## TASK REQUIREMENTS
Produce a character-for-character copy of the data below.

## EXERCISE DATA
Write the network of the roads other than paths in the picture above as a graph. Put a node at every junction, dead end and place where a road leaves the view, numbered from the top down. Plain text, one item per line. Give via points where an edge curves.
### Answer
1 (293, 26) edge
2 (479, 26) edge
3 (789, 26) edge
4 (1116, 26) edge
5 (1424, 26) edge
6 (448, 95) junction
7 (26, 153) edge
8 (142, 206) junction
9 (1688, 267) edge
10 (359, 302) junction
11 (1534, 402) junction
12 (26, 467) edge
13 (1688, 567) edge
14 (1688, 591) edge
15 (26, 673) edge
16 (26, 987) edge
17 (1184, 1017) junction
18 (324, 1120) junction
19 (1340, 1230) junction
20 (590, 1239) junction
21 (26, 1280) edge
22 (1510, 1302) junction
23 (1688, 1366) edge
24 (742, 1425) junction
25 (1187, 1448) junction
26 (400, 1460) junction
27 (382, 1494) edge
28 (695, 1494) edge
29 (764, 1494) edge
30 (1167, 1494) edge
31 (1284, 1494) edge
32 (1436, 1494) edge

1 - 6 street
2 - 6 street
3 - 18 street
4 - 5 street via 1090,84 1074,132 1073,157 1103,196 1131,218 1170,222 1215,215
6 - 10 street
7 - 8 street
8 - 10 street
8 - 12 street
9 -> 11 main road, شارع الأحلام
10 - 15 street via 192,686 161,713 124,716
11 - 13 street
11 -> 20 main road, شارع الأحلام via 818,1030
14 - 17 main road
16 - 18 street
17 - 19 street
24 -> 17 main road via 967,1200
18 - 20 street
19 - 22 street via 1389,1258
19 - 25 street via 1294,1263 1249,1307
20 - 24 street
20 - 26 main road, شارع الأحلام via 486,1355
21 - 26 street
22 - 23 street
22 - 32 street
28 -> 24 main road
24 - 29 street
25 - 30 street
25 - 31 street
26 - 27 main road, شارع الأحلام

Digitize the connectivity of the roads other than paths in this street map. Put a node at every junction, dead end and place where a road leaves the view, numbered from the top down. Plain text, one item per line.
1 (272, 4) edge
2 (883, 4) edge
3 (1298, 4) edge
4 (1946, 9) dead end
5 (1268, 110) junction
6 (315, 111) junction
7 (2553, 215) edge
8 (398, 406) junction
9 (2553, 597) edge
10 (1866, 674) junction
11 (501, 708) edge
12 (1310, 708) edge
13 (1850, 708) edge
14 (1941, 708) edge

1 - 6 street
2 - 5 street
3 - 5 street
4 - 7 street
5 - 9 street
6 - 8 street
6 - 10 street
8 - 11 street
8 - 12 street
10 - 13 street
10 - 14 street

## EXERCISE OUTPUT
Write the network of the roads other than paths in the picture above as a graph. Put a node at every junction, dead end and place where a road leaves the view, numbered from the top down. Plain text, one item per line. Give via points where an edge curves.
### Answer
1 (293, 26) edge
2 (479, 26) edge
3 (789, 26) edge
4 (1116, 26) edge
5 (1424, 26) edge
6 (448, 95) junction
7 (26, 153) edge
8 (142, 206) junction
9 (1688, 267) edge
10 (359, 302) junction
11 (1534, 402) junction
12 (26, 467) edge
13 (1688, 567) edge
14 (1688, 591) edge
15 (26, 673) edge
16 (26, 987) edge
17 (1184, 1017) junction
18 (324, 1120) junction
19 (1340, 1230) junction
20 (590, 1239) junction
21 (26, 1280) edge
22 (1510, 1302) junction
23 (1688, 1366) edge
24 (742, 1425) junction
25 (1187, 1448) junction
26 (400, 1460) junction
27 (382, 1494) edge
28 (695, 1494) edge
29 (764, 1494) edge
30 (1167, 1494) edge
31 (1284, 1494) edge
32 (1436, 1494) edge

1 - 6 street
2 - 6 street
3 - 18 street
4 - 5 street via 1090,84 1074,132 1073,157 1103,196 1131,218 1170,222 1215,215
6 - 10 street
7 - 8 street
8 - 10 street
8 - 12 street
9 -> 11 main road, شارع الأحلام
10 - 15 street via 192,686 161,713 124,716
11 - 13 street
11 -> 20 main road, شارع الأحلام via 818,1030
14 - 17 main road
16 - 18 street
17 - 19 street
24 -> 17 main road via 967,1200
18 - 20 street
19 - 22 street via 1389,1258
19 - 25 street via 1294,1263 1249,1307
20 - 24 street
20 - 26 main road, شارع الأحلام via 486,1355
21 - 26 street
22 - 23 street
22 - 32 street
28 -> 24 main road
24 - 29 street
25 - 30 street
25 - 31 street
26 - 27 main road, شارع الأحلام

Digitize the connectivity of the roads other than paths in this street map. Put a node at every junction, dead end and place where a road leaves the view, numbered from the top down. Plain text, one item per line.
1 (272, 4) edge
2 (883, 4) edge
3 (1298, 4) edge
4 (1946, 9) dead end
5 (1268, 110) junction
6 (315, 111) junction
7 (2553, 215) edge
8 (398, 406) junction
9 (2553, 597) edge
10 (1866, 674) junction
11 (501, 708) edge
12 (1310, 708) edge
13 (1850, 708) edge
14 (1941, 708) edge

1 - 6 street
2 - 5 street
3 - 5 street
4 - 7 street
5 - 9 street
6 - 8 street
6 - 10 street
8 - 11 street
8 - 12 street
10 - 13 street
10 - 14 street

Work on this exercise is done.